Today I want to talk about the stuff that most matters to me, teaching and learning, and how a short video of Lin-Manuel Miranda is a great illustration for what I want my writing students to be able to do.

In the video, Lin-Manuel Miranda explains the origins and structure and tone of the song “My Shot” from Hamilton the musical, the song that introduces the character, background and style of Hamilton the character.

I recommend pausing your reading, watching the video and then coming back.

For those who are fans of the musical (my hand is raised), and maybe even those who aren’t yet familiar with it, the video is an amazing three minutes as he traces the influences and references that he wanted to invoke in the song, and why. Stay to the end to hear how the AOL dial-up tone influenced the song.

What Miranda is illustrating is intention and choice. The writer intends to have a specific effect on the audience and then makes choices in order to try to achieve that effect. The different dimensions that Miranda is working in simultaneously are pretty astounding, but he is a musical genius.

However, even musical geniuses create their works one element at a time.

Regular readers have probably tired of my mantra, but I’ll say it again: writing is thinking. And the way writers express their thinking is by making choices. My chief objection to the prescriptive teaching of writing -- as enshrined in the five-paragraph essay, as well as many of my own past practices -- is that it prevents students from wrestling with the choices that writers must make.

This does not only apply to artistic expressions like a musical. The same process is at work in any piece of writing with an audience and purpose, which is why it’s important to provide students with opportunities to write inside genuine rhetorical occasions.

Much of my one-on-one work with students consists of the student and I reading their work together and me asking them what they mean in particular spots, or why they chose a particular phrase, or even what they were thinking in terms of structure as they worked through the piece. My goal is to help them build a metacognitive awareness of writing as a communicative act and how choices impact the reception of their message.

Early on, the answers to my questions are things like, “I don’t know,” or “Isn’t that just how it’s supposed to be?” or worse, “Because my teacher said that’s how to do it.” These are the responses of a writer who has been given templates and prescriptions but is not connected to any deeper parts of the writing process. They have not been practicing their thinking during the doing.
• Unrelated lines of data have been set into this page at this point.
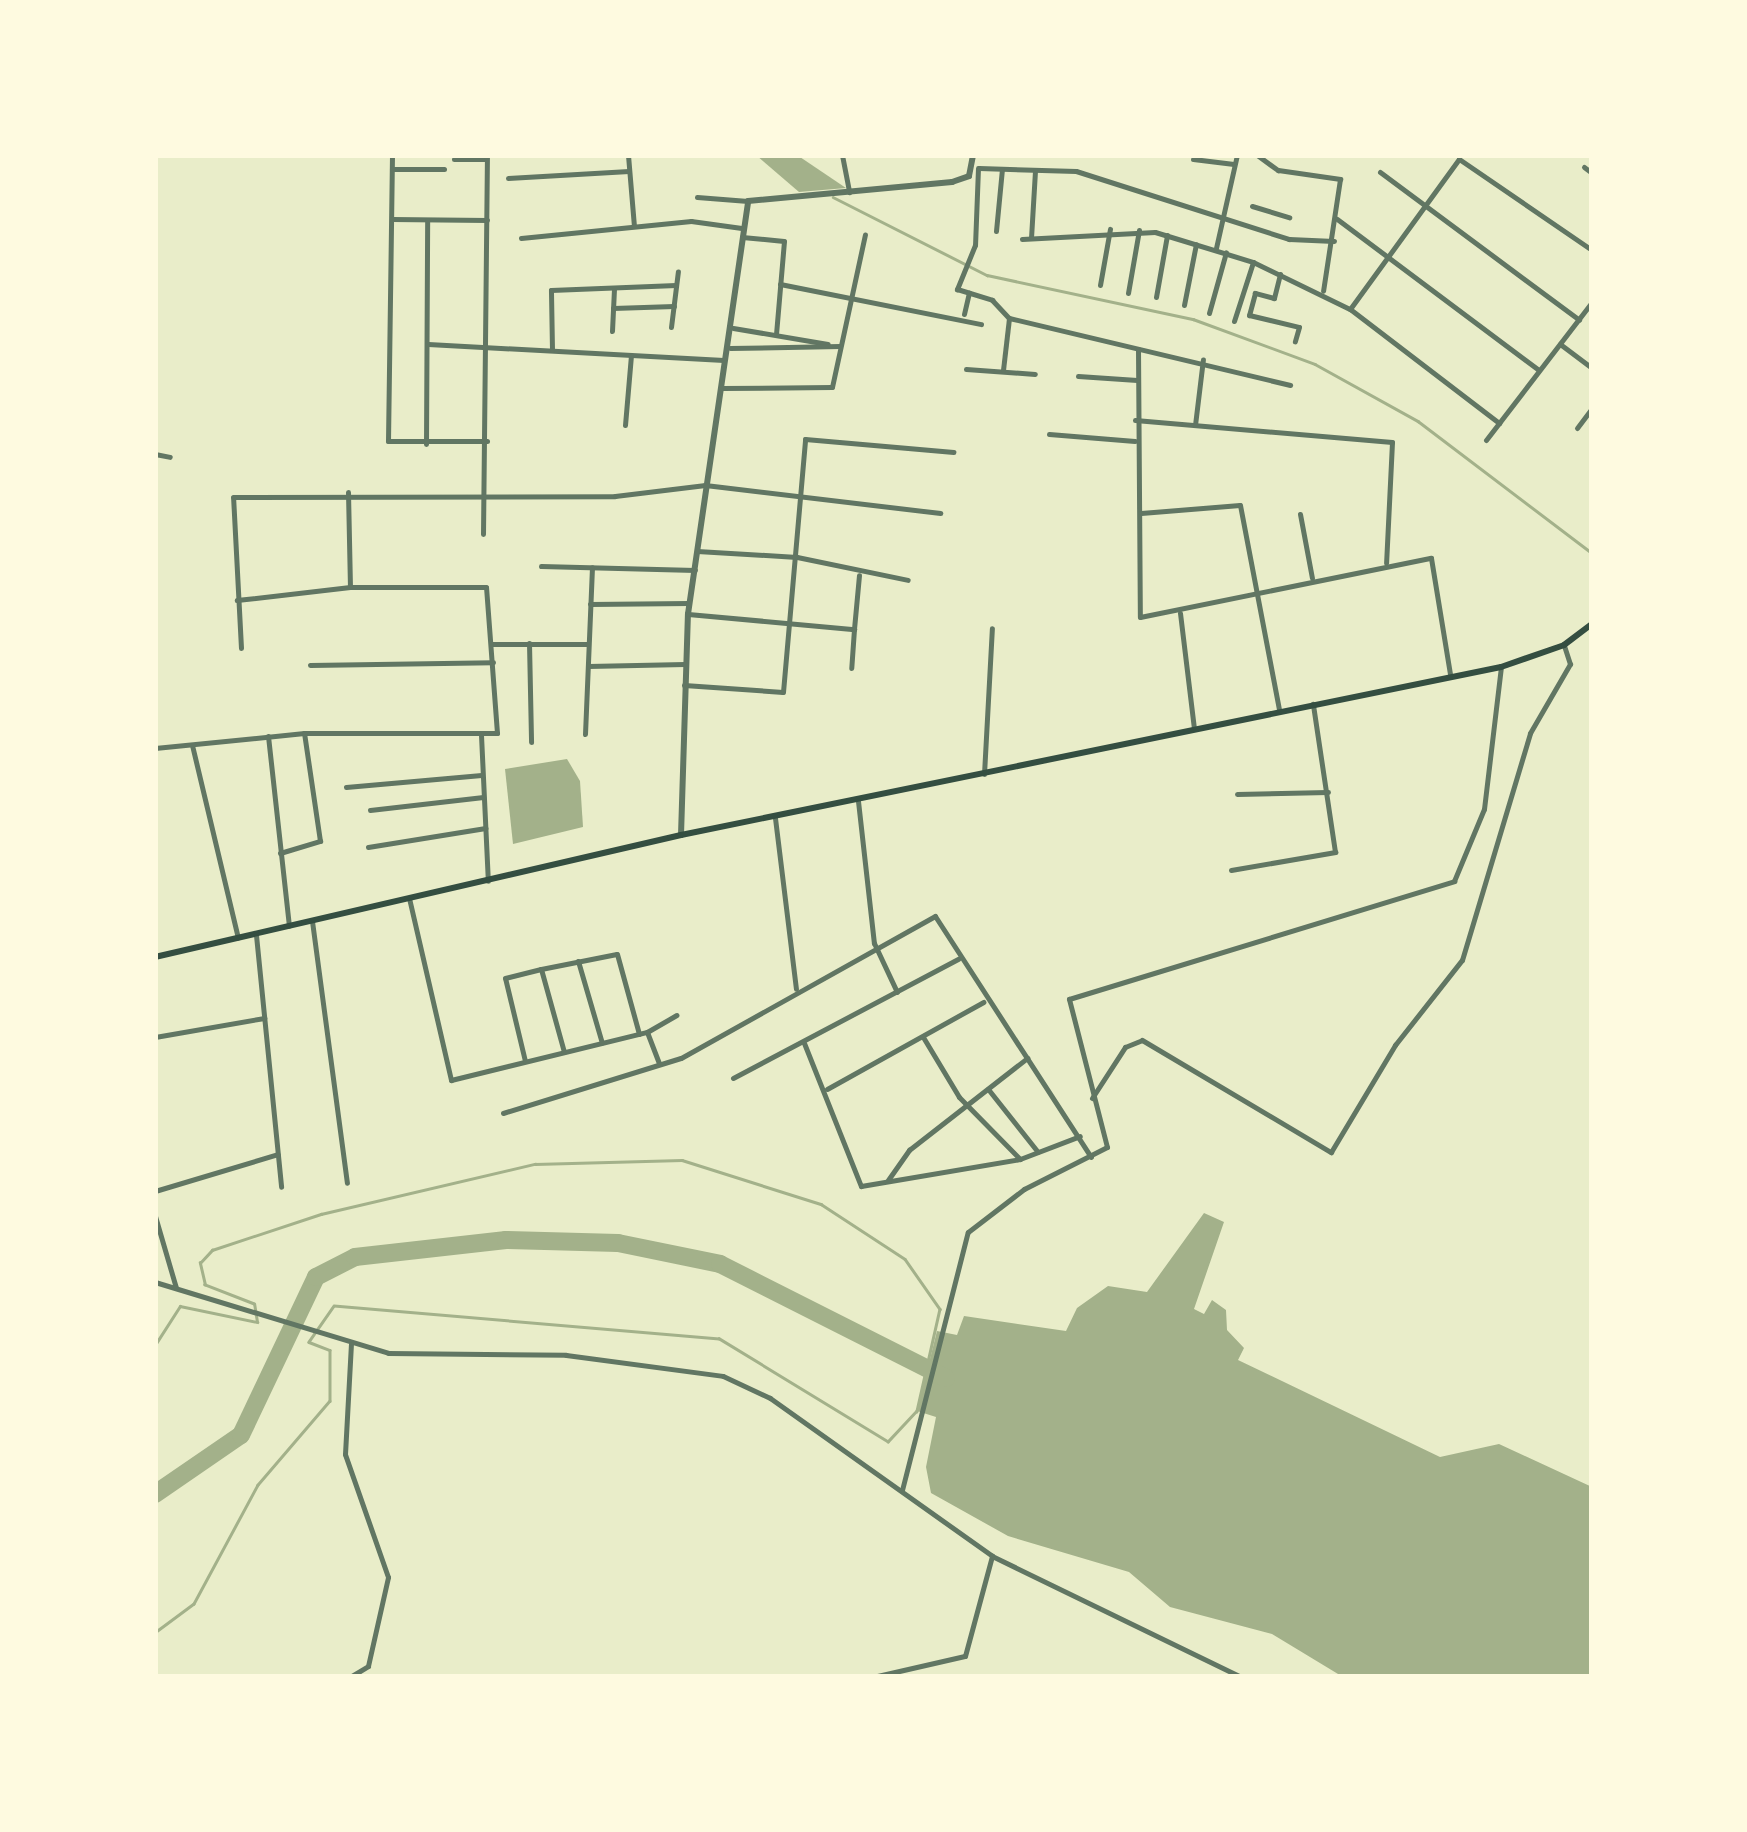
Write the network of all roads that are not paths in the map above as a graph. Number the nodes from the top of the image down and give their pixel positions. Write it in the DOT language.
graph roads {
  1 [pos="392,155"];
  2 [pos="628,155"];
  3 [pos="842,155"];
  4 [pos="973,155"];
  5 [pos="1237,155"];
  6 [pos="1257,155"];
  7 [pos="487,157"];
  8 [pos="454,159"];
  9 [pos="1193,159"];
  10 [pos="1234,164"];
  11 [pos="976,167"];
  12 [pos="1584,167"];
  13 [pos="392,169"];
  14 [pos="444,169"];
  15 [pos="1002,169"];
  16 [pos="1035,170"];
  17 [pos="629,171"];
  18 [pos="1380,172"];
  19 [pos="1592,172"];
  20 [pos="508,178"];
  21 [pos="848,192"];
  22 [pos="697,197"];
  23 [pos="748,201"];
  24 [pos="1424,205"];
  25 [pos="1252,206"];
  26 [pos="1276,212"];
  27 [pos="1225,215"];
  28 [pos="1289,217"];
  29 [pos="392,219"];
  30 [pos="1337,219"];
  31 [pos="426,220"];
  32 [pos="487,220"];
  33 [pos="634,226"];
  34 [pos="1110,229"];
  35 [pos="1271,229"];
  36 [pos="1140,230"];
  37 [pos="996,231"];
  38 [pos="742,233"];
  39 [pos="865,235"];
  40 [pos="1168,235"];
  41 [pos="521,238"];
  42 [pos="1031,238"];
  43 [pos="1022,239"];
  44 [pos="1334,240"];
  45 [pos="1196,243"];
  46 [pos="1216,248"];
  47 [pos="1592,250"];
  48 [pos="1226,252"];
  49 [pos="1387,255"];
  50 [pos="1253,262"];
  51 [pos="678,271"];
  52 [pos="1280,274"];
  53 [pos="780,284"];
  54 [pos="1100,284"];
  55 [pos="676,285"];
  56 [pos="614,288"];
  57 [pos="1323,291"];
  58 [pos="969,292"];
  59 [pos="850,293"];
  60 [pos="1128,293"];
  61 [pos="1156,298"];
  62 [pos="1592,302"];
  63 [pos="1184,305"];
  64 [pos="674,306"];
  65 [pos="613,308"];
  66 [pos="1350,309"];
  67 [pos="1209,313"];
  68 [pos="964,314"];
  69 [pos="1008,318"];
  70 [pos="1579,320"];
  71 [pos="1234,321"];
  72 [pos="981,324"];
  73 [pos="672,327"];
  74 [pos="733,328"];
  75 [pos="612,332"];
  76 [pos="776,335"];
  77 [pos="1295,341"];
  78 [pos="428,344"];
  79 [pos="1560,344"];
  80 [pos="489,346"];
  81 [pos="840,346"];
  82 [pos="730,348"];
  83 [pos="1138,349"];
  84 [pos="552,350"];
  85 [pos="631,355"];
  86 [pos="1203,359"];
  87 [pos="728,360"];
  88 [pos="966,368"];
  89 [pos="1592,368"];
  90 [pos="1539,370"];
  91 [pos="1003,371"];
  92 [pos="1035,374"];
  93 [pos="1078,376"];
  94 [pos="1137,380"];
  95 [pos="1290,385"];
  96 [pos="722,388"];
  97 [pos="1592,408"];
  98 [pos="1135,420"];
  99 [pos="1499,423"];
  100 [pos="1195,424"];
  101 [pos="625,425"];
  102 [pos="1577,428"];
  103 [pos="1048,434"];
  104 [pos="1486,440"];
  105 [pos="488,441"];
  106 [pos="1136,441"];
  107 [pos="426,444"];
  108 [pos="953,452"];
  109 [pos="155,454"];
  110 [pos="170,457"];
  111 [pos="704,485"];
  112 [pos="348,492"];
  113 [pos="484,492"];
  114 [pos="802,498"];
  115 [pos="940,513"];
  116 [pos="1142,513"];
  117 [pos="1300,514"];
  118 [pos="483,534"];
  119 [pos="697,551"];
  120 [pos="797,557"];
  121 [pos="1386,563"];
  122 [pos="540,566"];
  123 [pos="592,568"];
  124 [pos="695,570"];
  125 [pos="859,575"];
  126 [pos="1312,578"];
  127 [pos="908,580"];
  128 [pos="350,587"];
  129 [pos="1255,590"];
  130 [pos="238,600"];
  131 [pos="689,603"];
  132 [pos="590,604"];
  133 [pos="1180,613"];
  134 [pos="688,614"];
  135 [pos="790,624"];
  136 [pos="1592,624"];
  137 [pos="992,628"];
  138 [pos="854,629"];
  139 [pos="528,643"];
  140 [pos="492,644"];
  141 [pos="588,644"];
  142 [pos="1564,646"];
  143 [pos="241,648"];
  144 [pos="493,662"];
  145 [pos="686,664"];
  146 [pos="310,665"];
  147 [pos="588,666"];
  148 [pos="1501,667"];
  149 [pos="852,668"];
  150 [pos="1450,674"];
  151 [pos="684,685"];
  152 [pos="1313,703"];
  153 [pos="1278,710"];
  154 [pos="1194,728"];
  155 [pos="304,732"];
  156 [pos="584,734"];
  157 [pos="480,735"];
  158 [pos="268,736"];
  159 [pos="531,742"];
  160 [pos="192,744"];
  161 [pos="155,748"];
  162 [pos="984,774"];
  163 [pos="481,775"];
  164 [pos="346,787"];
  165 [pos="1328,792"];
  166 [pos="1237,794"];
  167 [pos="483,796"];
  168 [pos="858,801"];
  169 [pos="370,810"];
  170 [pos="776,818"];
  171 [pos="484,828"];
  172 [pos="681,835"];
  173 [pos="368,847"];
  174 [pos="280,853"];
  175 [pos="1231,870"];
  176 [pos="488,882"];
  177 [pos="409,898"];
  178 [pos="312,921"];
  179 [pos="289,926"];
  180 [pos="256,935"];
  181 [pos="238,938"];
  182 [pos="874,944"];
  183 [pos="155,957"];
  184 [pos="958,959"];
  185 [pos="578,961"];
  186 [pos="541,969"];
  187 [pos="796,989"];
  188 [pos="897,992"];
  189 [pos="983,1002"];
  190 [pos="676,1015"];
  191 [pos="264,1018"];
  192 [pos="643,1033"];
  193 [pos="155,1037"];
  194 [pos="924,1037"];
  195 [pos="602,1043"];
  196 [pos="804,1043"];
  197 [pos="564,1052"];
  198 [pos="1028,1058"];
  199 [pos="525,1061"];
  200 [pos="658,1064"];
  201 [pos="733,1078"];
  202 [pos="988,1088"];
  203 [pos="827,1089"];
  204 [pos="1092,1098"];
  205 [pos="966,1104"];
  206 [pos="504,1113"];
  207 [pos="1080,1136"];
  208 [pos="1038,1152"];
  209 [pos="278,1154"];
  210 [pos="1092,1157"];
  211 [pos="1020,1159"];
  212 [pos="888,1180"];
  213 [pos="347,1183"];
  214 [pos="281,1187"];
  215 [pos="155,1191"];
  216 [pos="155,1216"];
  217 [pos="155,1282"];
  218 [pos="176,1288"];
  219 [pos="351,1344"];
  220 [pos="902,1490"];
  221 [pos="992,1556"];
  222 [pos="350,1677"];
  223 [pos="874,1677"];
  224 [pos="1242,1677"];
  1 -- 13 [label="street"];
  2 -- 17 [label="street"];
  3 -- 21 [label="street"];
  4 -- 11 [label="street"];
  5 -- 10 [label="street"];
  6 -- 30 [label="street"];
  7 -- 8 [label="street"];
  7 -- 32 [label="street"];
  9 -- 10 [label="street"];
  10 -- 27 [label="street"];
  11 -- 15 [label="street"];
  11 -- 21 [label="street"];
  11 -- 58 [label="street"];
  12 -- 19 [label="street"];
  13 -- 14 [label="street"];
  13 -- 29 [label="street"];
  15 -- 16 [label="street"];
  15 -- 37 [label="street"];
  16 -- 27 [label="street"];
  16 -- 42 [label="street"];
  17 -- 20 [label="street"];
  17 -- 33 [label="street"];
  18 -- 24 [label="street"];
  21 -- 23 [label="street"];
  22 -- 23 [label="street"];
  23 -- 38 [label="street"];
  24 -- 47 [label="street"];
  24 -- 49 [label="street"];
  24 -- 70 [label="street"];
  25 -- 26 [label="street"];
  26 -- 28 [label="street"];
  26 -- 35 [label="street"];
  27 -- 35 [label="street"];
  27 -- 46 [label="street"];
  29 -- 31 [label="street"];
  29 -- 107 [label="street"];
  30 -- 44 [label="street"];
  30 -- 49 [label="street"];
  31 -- 32 [label="street"];
  31 -- 78 [label="street"];
  32 -- 80 [label="street"];
  33 -- 38 [label="street"];
  33 -- 41 [label="street"];
  34 -- 36 [label="street"];
  34 -- 42 [label="street"];
  34 -- 54 [label="street"];
  35 -- 44 [label="street"];
  36 -- 40 [label="street"];
  36 -- 60 [label="street"];
  38 -- 53 [label="street"];
  38 -- 74 [label="street"];
  39 -- 59 [label="street"];
  40 -- 45 [label="street"];
  40 -- 61 [label="street"];
  42 -- 43 [label="street"];
  44 -- 57 [label="street"];
  45 -- 46 [label="street"];
  45 -- 63 [label="street"];
  46 -- 48 [label="street"];
  48 -- 50 [label="street"];
  48 -- 67 [label="street"];
  49 -- 66 [label="street"];
  49 -- 90 [label="street"];
  50 -- 52 [label="street"];
  50 -- 71 [label="street"];
  51 -- 55 [label="street"];
  52 -- 57 [label="street"];
  52 -- 77 [label="street"];
  53 -- 59 [label="street"];
  53 -- 76 [label="street"];
  55 -- 56 [label="street"];
  55 -- 64 [label="street"];
  56 -- 65 [label="street"];
  56 -- 84 [label="street"];
  57 -- 66 [label="street"];
  58 -- 68 [label="street"];
  58 -- 69 [label="street"];
  59 -- 68 [label="street"];
  59 -- 81 [label="street"];
  62 -- 70 [label="street"];
  64 -- 65 [label="street"];
  64 -- 73 [label="street"];
  65 -- 75 [label="street"];
  66 -- 99 [label="street"];
  68 -- 72 [label="street"];
  69 -- 83 [label="street"];
  69 -- 91 [label="street"];
  70 -- 79 [label="street"];
  74 -- 76 [label="street"];
  74 -- 82 [label="street"];
  76 -- 81 [label="street"];
  78 -- 80 [label="street"];
  78 -- 107 [label="street"];
  79 -- 89 [label="street"];
  79 -- 90 [label="street"];
  80 -- 84 [label="street"];
  80 -- 105 [label="street"];
  81 -- 82 [label="street"];
  81 -- 96 [label="street"];
  82 -- 87 [label="street"];
  83 -- 86 [label="street"];
  83 -- 94 [label="street"];
  84 -- 85 [label="street"];
  85 -- 87 [label="street"];
  85 -- 101 [label="street"];
  86 -- 95 [label="street"];
  86 -- 100 [label="street"];
  87 -- 96 [label="street"];
  88 -- 91 [label="street"];
  90 -- 99 [label="street"];
  91 -- 92 [label="street"];
  93 -- 94 [label="street"];
  94 -- 98 [label="street"];
  96 -- 111 [label="street"];
  97 -- 102 [label="street"];
  98 -- 100 [label="street"];
  98 -- 106 [label="street"];
  99 -- 104 [label="street"];
  100 -- 121 [label="street"];
  103 -- 106 [label="street"];
  105 -- 107 [label="street"];
  105 -- 113 [label="street"];
  106 -- 116 [label="street"];
  108 -- 114 [label="street"];
  109 -- 110 [label="street"];
  111 -- 113 [label="street"];
  111 -- 114 [label="street"];
  111 -- 119 [label="street"];
  112 -- 113 [label="street"];
  112 -- 128 [label="street"];
  112 -- 130 [label="street"];
  113 -- 118 [label="street"];
  114 -- 115 [label="street"];
  114 -- 120 [label="street"];
  116 -- 129 [label="street"];
  116 -- 133 [label="street"];
  117 -- 126 [label="street"];
  119 -- 120 [label="street"];
  119 -- 124 [label="street"];
  120 -- 125 [label="street"];
  120 -- 135 [label="street"];
  121 -- 126 [label="street"];
  121 -- 150 [label="street"];
  122 -- 123 [label="street"];
  123 -- 124 [label="street"];
  123 -- 132 [label="street"];
  124 -- 131 [label="street"];
  125 -- 127 [label="street"];
  125 -- 138 [label="street"];
  126 -- 129 [label="street"];
  128 -- 130 [label="street"];
  128 -- 140 [label="street"];
  129 -- 133 [label="street"];
  129 -- 153 [label="street"];
  130 -- 143 [label="street"];
  131 -- 132 [label="street"];
  131 -- 134 [label="street"];
  132 -- 141 [label="street"];
  133 -- 154 [label="street"];
  134 -- 135 [label="street"];
  134 -- 145 [label="street"];
  135 -- 138 [label="street"];
  135 -- 151 [label="street"];
  136 -- 142 [label="main road"];
  137 -- 162 [label="street"];
  138 -- 149 [label="street"];
  139 -- 140 [label="street"];
  139 -- 141 [label="street"];
  139 -- 159 [label="street"];
  140 -- 144 [label="street"];
  141 -- 147 [label="street"];
  142 -- 148 [label="main road"];
  142 -- 204 [label="street"];
  144 -- 146 [label="street"];
  144 -- 157 [label="street"];
  145 -- 147 [label="street"];
  145 -- 151 [label="street"];
  147 -- 156 [label="street"];
  148 -- 150 [label="main road"];
  148 -- 204 [label="street"];
  150 -- 152 [label="main road"];
  151 -- 172 [label="street"];
  152 -- 153 [label="main road"];
  152 -- 165 [label="street"];
  153 -- 154 [label="main road"];
  154 -- 162 [label="main road"];
  155 -- 157 [label="street"];
  155 -- 158 [label="street"];
  155 -- 174 [label="street"];
  157 -- 163 [label="street"];
  158 -- 160 [label="street"];
  158 -- 174 [label="street"];
  160 -- 161 [label="street"];
  160 -- 181 [label="street"];
  162 -- 168 [label="main road"];
  163 -- 164 [label="street"];
  163 -- 167 [label="street"];
  165 -- 166 [label="street"];
  165 -- 175 [label="street"];
  167 -- 169 [label="street"];
  167 -- 171 [label="street"];
  168 -- 170 [label="main road"];
  168 -- 182 [label="street"];
  170 -- 172 [label="main road"];
  170 -- 187 [label="street"];
  171 -- 173 [label="street"];
  171 -- 176 [label="street"];
  172 -- 176 [label="main road"];
  174 -- 179 [label="street"];
  176 -- 177 [label="main road"];
  177 -- 178 [label="main road"];
  177 -- 199 [label="street"];
  178 -- 179 [label="main road"];
  178 -- 213 [label="street"];
  179 -- 180 [label="main road"];
  180 -- 181 [label="main road"];
  180 -- 191 [label="street"];
  181 -- 183 [label="main road"];
  182 -- 184 [label="street"];
  182 -- 187 [label="street"];
  182 -- 188 [label="street"];
  184 -- 188 [label="street"];
  184 -- 189 [label="street"];
  185 -- 186 [label="street"];
  185 -- 192 [label="street"];
  185 -- 195 [label="street"];
  186 -- 197 [label="street"];
  186 -- 199 [label="street"];
  187 -- 200 [label="street"];
  188 -- 196 [label="street"];
  189 -- 194 [label="street"];
  189 -- 198 [label="street"];
  190 -- 192 [label="street"];
  191 -- 193 [label="street"];
  191 -- 209 [label="street"];
  192 -- 195 [label="street"];
  192 -- 200 [label="street"];
  194 -- 203 [label="street"];
  194 -- 205 [label="street"];
  195 -- 197 [label="street"];
  196 -- 201 [label="street"];
  196 -- 203 [label="street"];
  197 -- 199 [label="street"];
  198 -- 202 [label="street"];
  198 -- 207 [label="street"];
  200 -- 206 [label="street"];
  202 -- 205 [label="street"];
  202 -- 208 [label="street"];
  203 -- 212 [label="street"];
  204 -- 210 [label="street"];
  205 -- 211 [label="street"];
  205 -- 212 [label="street"];
  207 -- 208 [label="street"];
  207 -- 210 [label="street"];
  208 -- 211 [label="street"];
  209 -- 214 [label="street"];
  209 -- 215 [label="street"];
  210 -- 220 [label="street"];
  211 -- 212 [label="street"];
  216 -- 218 [label="street"];
  217 -- 218 [label="street"];
  218 -- 219 [label="street"];
  219 -- 220 [label="street"];
  219 -- 222 [label="street"];
  220 -- 221 [label="street"];
  221 -- 223 [label="street"];
  221 -- 224 [label="street"];
}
Even a humble memo or progress report lends itself to this exercise. In peer review, I sometimes have students annotate each other’s work attempting to identify what the author was thinking/intending with a particular rhetorical move and then assessing its effectiveness.

If they can do this with their own compositions, as Miranda illustrates in the video, they are working at an incredibly high level of sophistication.

Another beneficial byproduct of asking students to think about their writing this way is they become better readers. They become sensitive to looking for moves they can borrow from others for specific purposes and effects, much like Miranda remixes different styles of hip-hop in the musical. They develop an appreciation for language and vernacular the different ways we communicate in different contexts.

One of the challenges of teaching in nonprescriptive ways is finding methods that allow us to measure progress. Often the written artifact itself is a trailing indicator of improvement, as students struggle with something new and without the guardrails I’d give when I was privileging the product over the process.

As their instructor, I’m satisfied if I can talk to students and simply ask them how they feel about their writing abilities, if they’re gaining confidence in solving the writing-related problems I put in front of them.

But for external audiences, perhaps I can ask them to make videos answering the questions: What did you do? Why did you do it that way?

If students can answer those questions, they are on a path to continual improvement, and now they have a method for tackling even unfamiliar writing challenges.